- Exercise requirements: Print, exactly as written, every line from the first line of the records below through the line containing "Turn every road, lane", and nothing further.

═══ Data for this exercise ═══

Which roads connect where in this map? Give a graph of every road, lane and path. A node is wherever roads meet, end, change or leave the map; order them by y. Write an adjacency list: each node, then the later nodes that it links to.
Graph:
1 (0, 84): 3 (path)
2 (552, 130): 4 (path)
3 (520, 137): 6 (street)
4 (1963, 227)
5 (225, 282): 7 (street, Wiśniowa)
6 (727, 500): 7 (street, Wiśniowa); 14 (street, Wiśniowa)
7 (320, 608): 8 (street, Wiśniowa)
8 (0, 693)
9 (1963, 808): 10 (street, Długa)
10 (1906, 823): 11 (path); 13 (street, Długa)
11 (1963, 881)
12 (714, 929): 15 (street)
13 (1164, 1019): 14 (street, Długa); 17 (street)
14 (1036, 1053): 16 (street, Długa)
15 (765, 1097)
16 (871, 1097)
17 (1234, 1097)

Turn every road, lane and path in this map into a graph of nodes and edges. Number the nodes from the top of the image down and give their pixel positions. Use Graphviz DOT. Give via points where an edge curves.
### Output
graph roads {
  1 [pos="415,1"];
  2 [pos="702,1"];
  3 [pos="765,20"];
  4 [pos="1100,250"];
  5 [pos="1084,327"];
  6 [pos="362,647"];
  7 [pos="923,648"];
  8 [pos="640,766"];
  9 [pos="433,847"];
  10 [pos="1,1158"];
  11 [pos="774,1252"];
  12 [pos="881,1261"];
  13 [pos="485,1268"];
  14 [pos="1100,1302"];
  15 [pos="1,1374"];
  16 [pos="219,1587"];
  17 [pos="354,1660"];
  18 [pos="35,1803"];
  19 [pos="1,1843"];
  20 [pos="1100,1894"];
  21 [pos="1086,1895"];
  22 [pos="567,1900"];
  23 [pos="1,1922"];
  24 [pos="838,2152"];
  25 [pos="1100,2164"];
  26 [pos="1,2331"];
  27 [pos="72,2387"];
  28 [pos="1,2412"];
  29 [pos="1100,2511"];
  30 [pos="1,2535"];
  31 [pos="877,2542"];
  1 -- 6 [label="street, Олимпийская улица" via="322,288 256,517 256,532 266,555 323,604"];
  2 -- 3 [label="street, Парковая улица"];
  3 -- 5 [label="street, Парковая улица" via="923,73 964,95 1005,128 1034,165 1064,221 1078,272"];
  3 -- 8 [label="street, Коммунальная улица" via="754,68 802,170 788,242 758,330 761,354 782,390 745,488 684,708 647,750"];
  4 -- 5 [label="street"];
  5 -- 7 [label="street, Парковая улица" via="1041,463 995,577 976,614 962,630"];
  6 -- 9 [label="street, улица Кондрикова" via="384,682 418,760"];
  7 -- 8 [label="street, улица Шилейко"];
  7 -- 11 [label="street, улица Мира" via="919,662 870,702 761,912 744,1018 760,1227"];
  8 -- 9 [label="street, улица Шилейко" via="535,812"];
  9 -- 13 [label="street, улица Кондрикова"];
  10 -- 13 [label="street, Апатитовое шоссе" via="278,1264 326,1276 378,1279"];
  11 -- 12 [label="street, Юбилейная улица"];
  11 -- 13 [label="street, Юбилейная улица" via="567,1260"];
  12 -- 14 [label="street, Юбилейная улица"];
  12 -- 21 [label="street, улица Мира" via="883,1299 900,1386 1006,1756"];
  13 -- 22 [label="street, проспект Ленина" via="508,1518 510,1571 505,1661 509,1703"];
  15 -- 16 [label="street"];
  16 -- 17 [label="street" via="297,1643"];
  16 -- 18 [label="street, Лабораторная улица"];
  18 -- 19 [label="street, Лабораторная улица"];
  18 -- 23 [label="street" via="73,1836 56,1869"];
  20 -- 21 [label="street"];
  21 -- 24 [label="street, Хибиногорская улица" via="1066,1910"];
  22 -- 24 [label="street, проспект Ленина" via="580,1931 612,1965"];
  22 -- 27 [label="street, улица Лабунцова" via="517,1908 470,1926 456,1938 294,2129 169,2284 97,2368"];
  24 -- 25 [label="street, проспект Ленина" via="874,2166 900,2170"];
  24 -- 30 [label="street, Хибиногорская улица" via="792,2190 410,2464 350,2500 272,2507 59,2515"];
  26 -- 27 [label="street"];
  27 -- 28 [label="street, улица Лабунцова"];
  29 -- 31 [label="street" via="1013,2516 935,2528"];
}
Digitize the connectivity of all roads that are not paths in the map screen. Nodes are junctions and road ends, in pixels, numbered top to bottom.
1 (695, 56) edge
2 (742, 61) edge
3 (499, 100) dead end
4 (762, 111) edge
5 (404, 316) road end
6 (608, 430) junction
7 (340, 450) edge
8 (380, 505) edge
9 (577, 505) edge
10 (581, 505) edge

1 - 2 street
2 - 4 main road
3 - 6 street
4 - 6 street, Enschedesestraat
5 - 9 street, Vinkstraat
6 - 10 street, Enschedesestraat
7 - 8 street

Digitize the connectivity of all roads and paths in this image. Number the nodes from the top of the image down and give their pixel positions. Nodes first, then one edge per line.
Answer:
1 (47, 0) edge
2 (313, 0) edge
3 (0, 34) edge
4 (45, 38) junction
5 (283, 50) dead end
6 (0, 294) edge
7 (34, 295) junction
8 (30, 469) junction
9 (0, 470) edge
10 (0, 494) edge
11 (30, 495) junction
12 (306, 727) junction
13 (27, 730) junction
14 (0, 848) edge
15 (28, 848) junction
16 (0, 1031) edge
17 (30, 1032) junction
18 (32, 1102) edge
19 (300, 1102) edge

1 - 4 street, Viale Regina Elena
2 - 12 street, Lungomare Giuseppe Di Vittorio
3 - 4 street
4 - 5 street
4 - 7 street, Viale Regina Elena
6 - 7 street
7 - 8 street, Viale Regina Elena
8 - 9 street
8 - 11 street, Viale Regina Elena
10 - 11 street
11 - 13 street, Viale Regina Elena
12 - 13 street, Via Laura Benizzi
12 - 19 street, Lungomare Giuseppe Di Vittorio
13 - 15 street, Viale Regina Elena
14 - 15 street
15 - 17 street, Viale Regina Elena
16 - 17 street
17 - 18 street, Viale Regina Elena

═══

- Task solution:
Which roads connect where in this map? Give a graph of every road, lane and path. A node is wherever roads meet, end, change or leave the map; order them by y. Write an adjacency list: each node, then the later nodes that it links to.
Graph:
1 (0, 84): 3 (path)
2 (552, 130): 4 (path)
3 (520, 137): 6 (street)
4 (1963, 227)
5 (225, 282): 7 (street, Wiśniowa)
6 (727, 500): 7 (street, Wiśniowa); 14 (street, Wiśniowa)
7 (320, 608): 8 (street, Wiśniowa)
8 (0, 693)
9 (1963, 808): 10 (street, Długa)
10 (1906, 823): 11 (path); 13 (street, Długa)
11 (1963, 881)
12 (714, 929): 15 (street)
13 (1164, 1019): 14 (street, Długa); 17 (street)
14 (1036, 1053): 16 (street, Długa)
15 (765, 1097)
16 (871, 1097)
17 (1234, 1097)

Turn every road, lane and path in this map into a graph of nodes and edges. Number the nodes from the top of the image down and give their pixel positions. Use Graphviz DOT. Give via points where an edge curves.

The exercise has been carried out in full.